To be fair, the factory lenses on Pressman aren't always top-of-the-line. Truth be told, though, even the lowliest Wollensak Raptar or Optar is a perfectly good lens, and great lenses - like Kodak's 101mm, f/4.5 Ektar - don't have to cost a fortune. (The Ektar, in a Supermatic shutter, is a common, sub-$100 item, even in good condition.) It's six-plus inches of bellows draw and drop-bed allows the use of a wide assortment of lenses, both vintage and modern.

The Pressman C is inexpensive, well-made, and probably the most common non-Graflex 2x3 camera out there. Further, with the exception of the focal-plane shutter of the Speed Graphic, it can do everything any other 6x9cm press camera can do. A "stripped-down" Pressman, with no rangefinder, no optical viewfinder, and no handle, measures about 4-7/8 inches wide (plus a half inch or so for the focus-lock knob, which protrudes from the right side of the bed), 5-1/2 inches tall, and about 3-1/8 inches deep when folded. The handle adds a quarter-inch or so of width, the viewfinder perhaps three-quarters of an inch in height, depending on model, and the rangefinder adds about an inch more to the width (or a half-inch beyond the focus-lock).

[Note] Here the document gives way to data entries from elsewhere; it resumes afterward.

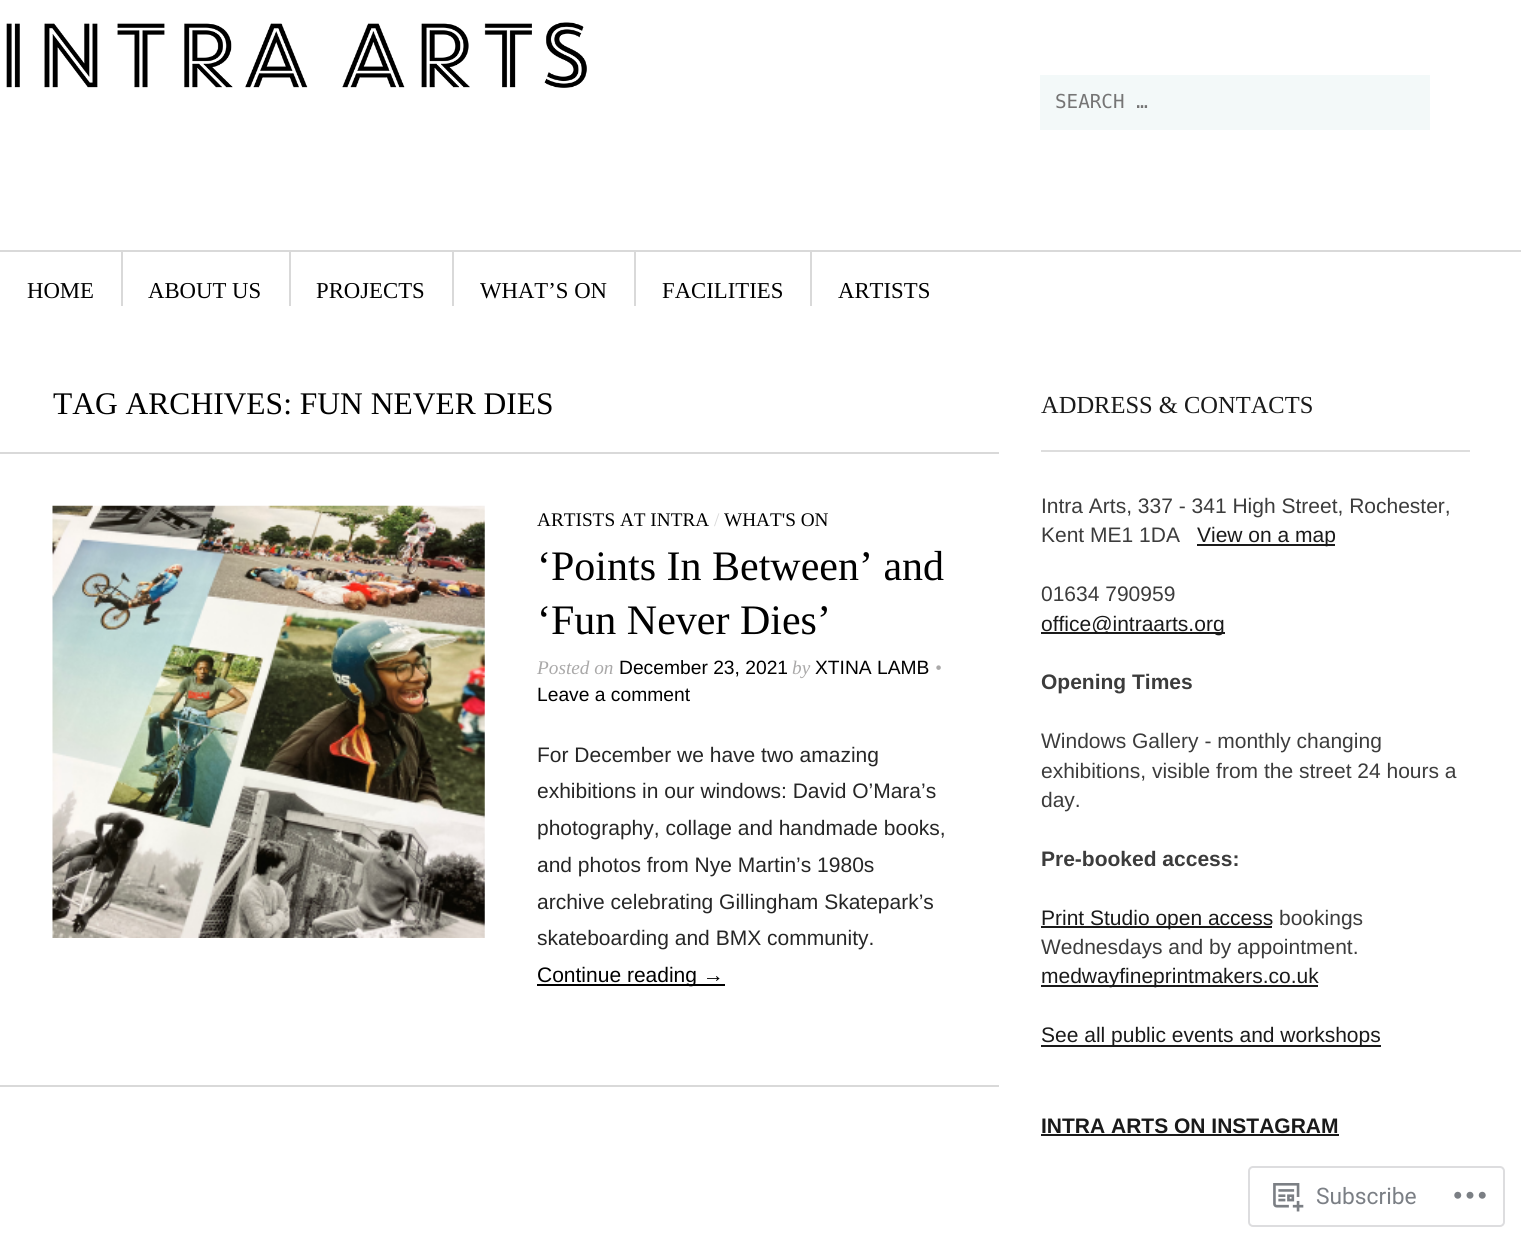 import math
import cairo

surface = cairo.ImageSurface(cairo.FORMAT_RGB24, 1521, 1244)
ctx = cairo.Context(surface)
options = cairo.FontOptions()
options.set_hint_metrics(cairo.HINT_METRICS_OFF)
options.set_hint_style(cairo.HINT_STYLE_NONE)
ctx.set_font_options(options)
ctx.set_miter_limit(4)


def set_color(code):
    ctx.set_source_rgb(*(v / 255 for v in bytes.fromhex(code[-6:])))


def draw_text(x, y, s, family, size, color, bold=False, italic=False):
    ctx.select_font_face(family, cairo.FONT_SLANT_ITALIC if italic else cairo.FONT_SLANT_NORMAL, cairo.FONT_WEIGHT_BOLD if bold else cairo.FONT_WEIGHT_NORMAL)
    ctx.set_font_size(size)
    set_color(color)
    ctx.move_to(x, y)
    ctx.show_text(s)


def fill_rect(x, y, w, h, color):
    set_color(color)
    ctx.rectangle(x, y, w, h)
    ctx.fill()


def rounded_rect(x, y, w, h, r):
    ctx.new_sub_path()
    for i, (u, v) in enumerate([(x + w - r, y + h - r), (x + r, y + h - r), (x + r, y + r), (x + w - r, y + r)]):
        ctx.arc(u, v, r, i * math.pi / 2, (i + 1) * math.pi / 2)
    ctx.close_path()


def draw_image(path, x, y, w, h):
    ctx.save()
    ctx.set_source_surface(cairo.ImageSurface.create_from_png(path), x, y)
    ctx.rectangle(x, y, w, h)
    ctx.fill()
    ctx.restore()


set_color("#ffffff")
ctx.paint()
draw_image("assets/img1.png", 6, 22, 581, 66)
fill_rect(1040, 75, 390, 55, "#f3f9f9")
draw_text(1055, 108, "SEARCH …", "DejaVu Sans Mono", 19.25, "#757575")
fill_rect(0, 250, 1521, 2, "#d9d9d9")
draw_text(27, 298, "HOME", "Liberation Serif", 22.75, "#000000")
fill_rect(121, 252, 2, 54, "#d9d9d9")
draw_text(148, 298, "ABOUT US", "Liberation Serif", 22.75, "#000000")
fill_rect(289, 252, 2, 54, "#d9d9d9")
draw_text(316, 298, "PROJECTS", "Liberation Serif", 22.75, "#000000")
fill_rect(452, 252, 2, 54, "#d9d9d9")
draw_text(480, 298, "WHAT’S ON", "Liberation Serif", 22.75, "#000000")
fill_rect(634, 252, 2, 54, "#d9d9d9")
draw_text(662, 298, "FACILITIES", "Liberation Serif", 22.75, "#000000")
fill_rect(810, 252, 2, 54, "#d9d9d9")
draw_text(838, 298, "ARTISTS", "Liberation Serif", 22.75, "#000000")
fill_rect(0, 452, 999, 2, "#d9d9d9")
draw_text(53, 414, "TAG ARCHIVES: FUN NEVER DIES", "Liberation Serif", 31.5, "#000000")
fill_rect(0, 1085, 999, 2, "#d9d9d9")
draw_image("assets/img2.png", 52, 505, 433, 433)
draw_text(537, 526, "ARTISTS AT INTRA", "Liberation Serif", 19.25, "#000000")
draw_text(714, 526, "/", "Liberation Serif", 19.25, "#d9d9d9")
draw_text(724, 526, "WHAT'S ON", "Liberation Serif", 19.25, "#000000")
draw_text(537, 580, "‘Points In Between’ and", "Liberation Serif", 42, "#000000")
draw_text(537, 634, "‘Fun Never Dies’", "Liberation Serif", 42, "#000000")
draw_text(537, 674, "Posted on", "Liberation Serif", 19.25, "#aaa9a9", italic=True)
draw_text(619, 674, "December 23, 2021", "Liberation Sans", 19.25, "#000000")
draw_text(792, 674, "by", "Liberation Serif", 19.25, "#aaa9a9", italic=True)
draw_text(815, 674, "XTINA LAMB", "Liberation Sans", 19.25, "#000000")
draw_text(935, 674, "•", "Liberation Serif", 19.25, "#aaa9a9", italic=True)
draw_text(537, 701, "Leave a comment", "Liberation Sans", 19.25, "#000000")
draw_text(537, 762, "For December we have two amazing", "Liberation Sans", 21, "#262626")
draw_text(537, 798, "exhibitions in our windows: David O’Mara’s", "Liberation Sans", 21, "#262626")
draw_text(537, 835, "photography, collage and handmade books,", "Liberation Sans", 21, "#262626")
draw_text(537, 872, "and photos from Nye Martin’s 1980s", "Liberation Sans", 21, "#262626")
draw_text(537, 909, "archive celebrating Gillingham Skatepark’s", "Liberation Sans", 21, "#262626")
draw_text(537, 945, "skateboarding and BMX community.", "Liberation Sans", 21, "#262626")
fill_rect(537, 984, 188, 2, "#000000")
draw_text(537, 982, "Continue reading →", "Liberation Sans", 21, "#000000")
fill_rect(1041, 450, 429, 2, "#dddddd")
draw_text(1041, 413, "ADDRESS & CONTACTS", "Liberation Serif", 24.5, "#1a1a1a")
draw_text(1041, 513, "Intra Arts, 337 - 341 High Street, Rochester,", "Liberation Sans", 21, "#3c3c3c")
draw_text(1041, 542, "Kent ME1 1DA", "Liberation Sans", 21, "#3c3c3c")
fill_rect(1197, 544, 138, 2, "#1a1a1a")
draw_text(1197, 542, "View on a map", "Liberation Sans", 21, "#1a1a1a")
draw_text(1041, 601, "01634 790959", "Liberation Sans", 21, "#3c3c3c")
fill_rect(1041, 632, 184, 2, "#1a1a1a")
draw_text(1041, 631, "office@intraarts.org", "Liberation Sans", 21, "#1a1a1a")
draw_text(1041, 689, "Opening Times", "Liberation Sans", 21, "#3c3c3c", bold=True)
draw_text(1041, 748, "Windows Gallery - monthly changing", "Liberation Sans", 21, "#3c3c3c")
draw_text(1041, 778, "exhibitions, visible from the street 24 hours a", "Liberation Sans", 21, "#3c3c3c")
draw_text(1041, 807, "day.", "Liberation Sans", 21, "#3c3c3c")
draw_text(1041, 866, "Pre-booked access:", "Liberation Sans", 21, "#3c3c3c", bold=True)
fill_rect(1041, 926, 231, 2, "#1a1a1a")
draw_text(1041, 925, "Print Studio open access", "Liberation Sans", 21, "#1a1a1a")
draw_text(1279, 925, "bookings", "Liberation Sans", 21, "#3c3c3c")
draw_text(1041, 954, "Wednesdays and by appointment.", "Liberation Sans", 21, "#3c3c3c")
fill_rect(1041, 985, 277, 2, "#1a1a1a")
draw_text(1041, 983, "medwayfineprintmakers.co.uk", "Liberation Sans", 21, "#1a1a1a")
fill_rect(1041, 1045, 340, 2, "#1a1a1a")
draw_text(1041, 1042, "See all public events and workshops", "Liberation Sans", 21, "#1a1a1a")
draw_text(1041, 1133, "INTRA ARTS ON INSTAGRAM", "Liberation Sans", 21, "#1a1a1a", bold=True)
fill_rect(1041, 1134, 298, 2, "#1a1a1a")
rounded_rect(1249, 1167, 255, 59, 4)
set_color("#dddddf")
ctx.stroke()
draw_image("assets/img3.png", 1273, 1183, 31, 29)
draw_text(1316, 1204, "Subscribe", "Roboto", 22.75, "#7b7f85")
draw_image("assets/img4.png", 1454, 1191, 32, 8)
surface.write_to_png("output.png")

The rangefinder and viewfinder were very much optional accessories, but it might seem odd to some to give dimensions without the handle, which was a standard part of every Pressman. Sure, the old handles have mostly fallen apart, but replacements are easy enough to make or purchase. Well, the reason you might want to remove the handle is simple - the second tripod socket is between the two handle brackets, and if your tripod head or quick-release plate is more than 2-1/2 inches across (i.e. has a radius greater than 1-1/4 inch), the bottom handle bracket is going to be in the way. If you want to shoot vertical images with this camera, it's much easier to use the side tripod socket.

A note about viewfinders: Busch made a fairly nice viewfinder for the Pressman. It's bright and contrasty, and has (impossible to find) interchangeable masks for different focal lengths. It's really quite beautiful. It's also made of phenolic resin (bakelite), and is badly designed. The popular Graflex "tubular viewfinder", cast from magnesium (no, really), is often found on Pressman cameras, and is not only significantly better designed, but easier to use, though the Busch is - very arguably - more accurate. You can often find the Graflex viewfinders for sale cheaply - but make sure they include the mounting plate and screws, or you're going to have to get creative.